A catalyst and heat are used to liberate hydrogen from natural gas or liquid fuel, to react with oxygen and produce electricity.

Hydrogen and oxygen can combine to produce electric power in fuel cells. Such electric power can replace internal combustion engines for transport and other important everyday applications. This technology is limited by the difficulty in storing and transporting hydrogen. It has relatively low energy per unit volume, so one would need to carry huge quantities of gas around to drive a car for even a small distance. Hydrogen can be cooled in to a liquid state and is somewhat more energy efficient for volume in this state. However there is no easy way to cool hydrogen and keep it in a liquid state at the individual consumer level. Fuel processors are used to liberate hydrogen from natural gases such as propane, methanol, ethanol and natural gas that are denser than hydrogen itself. Fuel processors may also liberate hydrogen from a liquid fuel such as gasoline. This makes it more practical to use fuel cells.

A steam reformer is one kind of fuel processor. Steam reformers work on either methanol or on natural gas. Liquid methanol and water are converted in to their gaseous states using heat and a catalyst. The methanol liberates hydrogen as it comes in contact with the catalyst. This process also liberates a noxious gas, carbon monoxide. Carbon monoxide is a pollutant. However, oxygen liberated from water vapor, converts most of the carbon monoxide in to carbon dioxide. This controls the pollution impact of a fuel processor. A fuel processor can liberate hydrogen from methane in natural gas. The carbon monoxide that is not oxidized can be burnt to reduce if not eliminate dangerous emission.

The volume of hydrogen generated by a fuel processor can be controlled by the rate of flow of methane or natural gas. This volume of hydrogen determines the amount of electricity generated, which in turns determines the amount of torque produced by an electric motor in combination with an inverter. This torque can be used for motion or any other application as in the case of other forms of energy. Voltage is produced as direct current. A fuel cell may be fixed at one place to generate electric power or it may be designed to be transportable as for example, in the form of a power source for a vehicle.

Proton Exchange Membranes, Alkaline, Phosphoric acid, Solid oxide and molten carbonate are other types of fuel cells. They all rely on hydrogen and oxygen to produce electricity. Fuel processors hold the key to overcoming the problems of storing large quantities of hydrogen gas and of keeping large volumes of hydrogen in liquid form.

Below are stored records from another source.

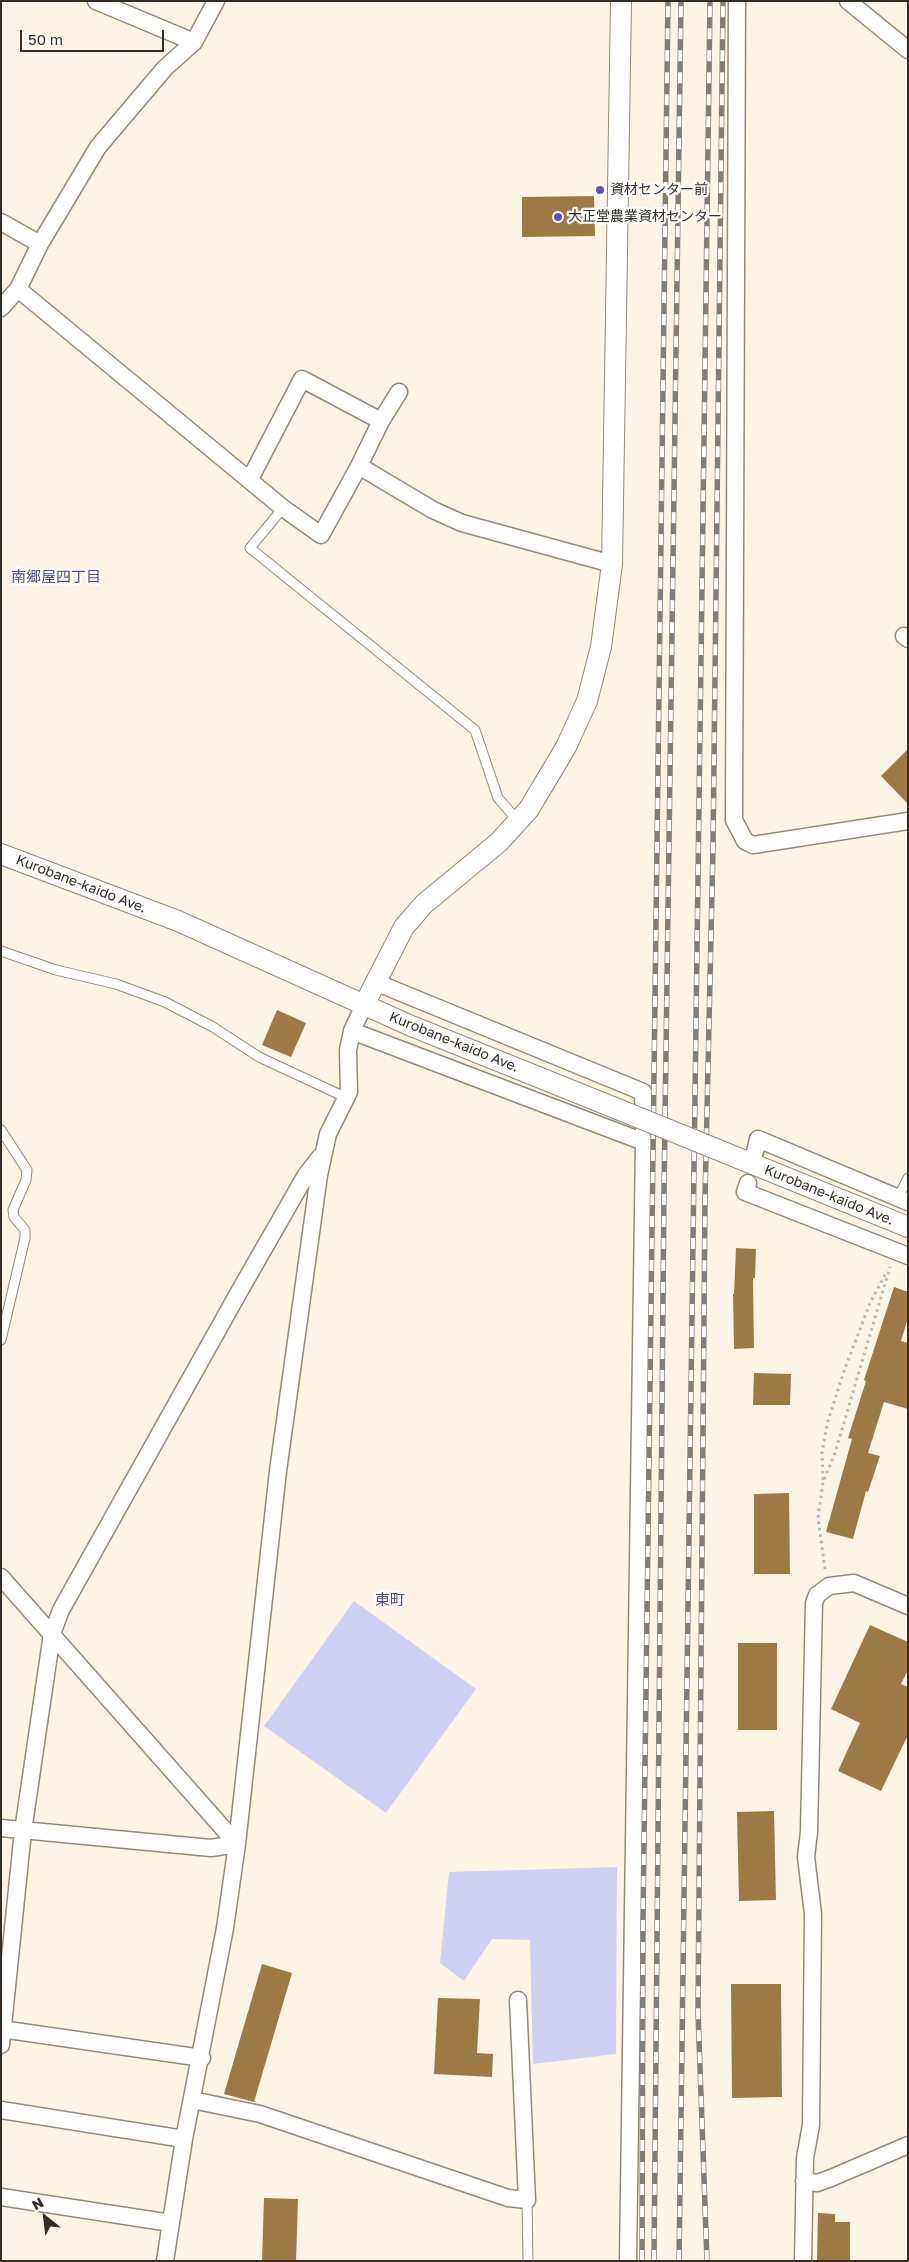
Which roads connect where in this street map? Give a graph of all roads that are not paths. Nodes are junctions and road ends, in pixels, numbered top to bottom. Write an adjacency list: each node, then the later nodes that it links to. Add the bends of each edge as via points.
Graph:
1 (96, 1): 6 (street)
2 (216, 1): 6 (street)
3 (621, 1): 17 (street)
4 (737, 1): 19 (street, via 734,820 745,841 753,845)
5 (848, 1): 7 (street)
6 (194, 42): 9 (street, via 165,68 98,147)
7 (908, 50)
8 (1, 222): 9 (street)
9 (40, 244): 10 (street)
10 (18, 289): 11 (street); 15 (street)
11 (1, 308)
12 (399, 392): 13 (street)
13 (381, 421): 14 (street); 15 (street, via 302,379)
14 (359, 466): 16 (street, via 322,535); 17 (street, via 433,510 462,523)
15 (250, 479): 16 (street)
16 (283, 508): 18 (lane, via 250,548 475,730 498,798)
17 (612, 564): 18 (street, via 601,647 587,701 566,747 529,809)
18 (518, 821): 22 (street, via 499,842 424,904 404,928)
19 (908, 821)
20 (1, 854): 23 (street, Kurobane-kaido Ave., via 178,921)
21 (1, 951): 25 (lane, via 56,970 116,984 165,1002 213,1027 259,1057)
22 (375, 982): 23 (street); 27 (street, via 643,1092)
23 (364, 1005): 24 (street); 29 (street, Kurobane-kaido Ave., bridge, via 620,1110)
24 (352, 1031): 25 (street, via 348,1050); 27 (street)
25 (347, 1098): 28 (street, via 328,1134)
26 (1, 1130): 35 (lane, via 27,1170 13,1210 14,1217 25,1230 25,1238)
27 (644, 1142): 55 (street)
28 (323, 1153): 38 (street, via 306,1175 234,1301 61,1610); 41 (street, via 278,1472)
29 (749, 1156): 32 (street, via 758,1139); 33 (street, Kurobane-kaido Ave.)
30 (908, 1178): 32 (lane)
31 (748, 1182): 34 (street, via 745,1192)
32 (903, 1200)
33 (908, 1227)
34 (908, 1256)
35 (1, 1340)
36 (1, 1577): 38 (street)
37 (908, 1606): 49 (street, via 854,1583 829,1586 817,1595 814,1603 806,1857 812,1914 811,2125)
38 (52, 1634): 40 (street); 41 (street)
39 (1, 1828): 40 (street)
40 (23, 1831): 41 (street, via 211,1848); 43 (street)
41 (237, 1844): 44 (street)
42 (518, 2000): 51 (street)
43 (2, 2035): 44 (street)
44 (202, 2058): 45 (street)
45 (192, 2100): 47 (street); 51 (street, via 260,2114 508,2198)
46 (1, 2110): 47 (street)
47 (184, 2139): 52 (street)
48 (908, 2144): 49 (street, via 831,2178 816,2183)
49 (804, 2182): 56 (street)
50 (1, 2197): 52 (street)
51 (528, 2200): 54 (lane)
52 (171, 2223): 53 (street)
53 (165, 2261)
54 (528, 2261)
55 (628, 2261)
56 (803, 2261)

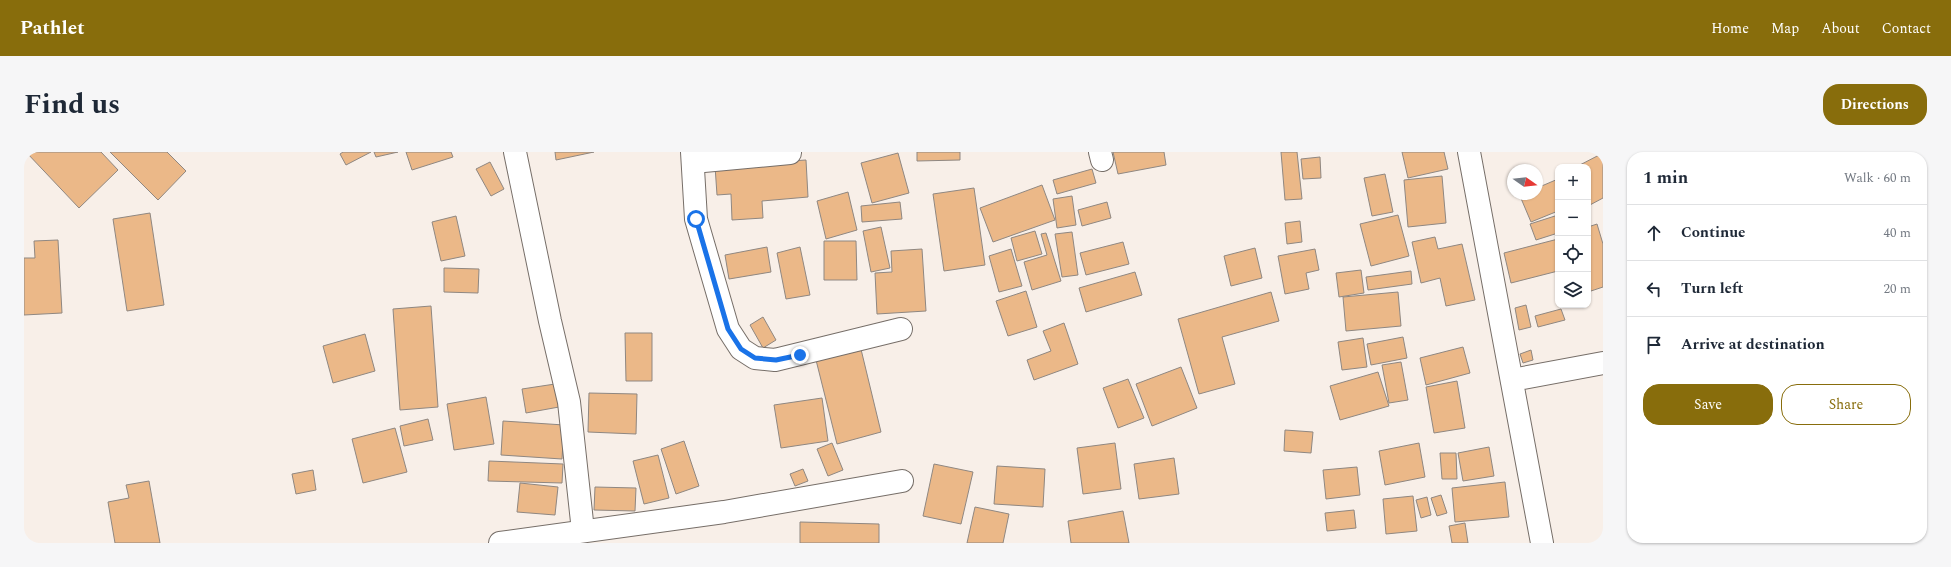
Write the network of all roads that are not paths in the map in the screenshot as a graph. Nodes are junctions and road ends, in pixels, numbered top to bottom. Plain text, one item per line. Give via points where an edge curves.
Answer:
1 (515, 152) edge
2 (1469, 152) edge
3 (790, 153) dead end
4 (692, 157) edge
5 (902, 329) dead end
6 (1603, 363) edge
7 (1512, 380) junction
8 (902, 482) dead end
9 (583, 531) junction
10 (500, 543) edge
11 (1542, 543) edge

1 - 9 street via 569,402
2 - 7 street
3 - 4 street
4 - 5 street via 696,219 728,329 741,349 755,358 776,360
6 - 7 street
7 - 11 street
8 - 9 street via 724,512
9 - 10 street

Fuel processors produce some amounts of carbon dioxide, which may be a considered to be a pollutant for the ozone layer of the atmosphere. Fuel processors are also relatively inefficient in producing energy from fuel. Researchers are working on finding solutions to these drawbacks of fuel processors. However they remain a useful alternative to internal combustion of fossil fuels. Fuel cells can also replace batteries used to power electric devices and turbines that produce industrial amounts of power.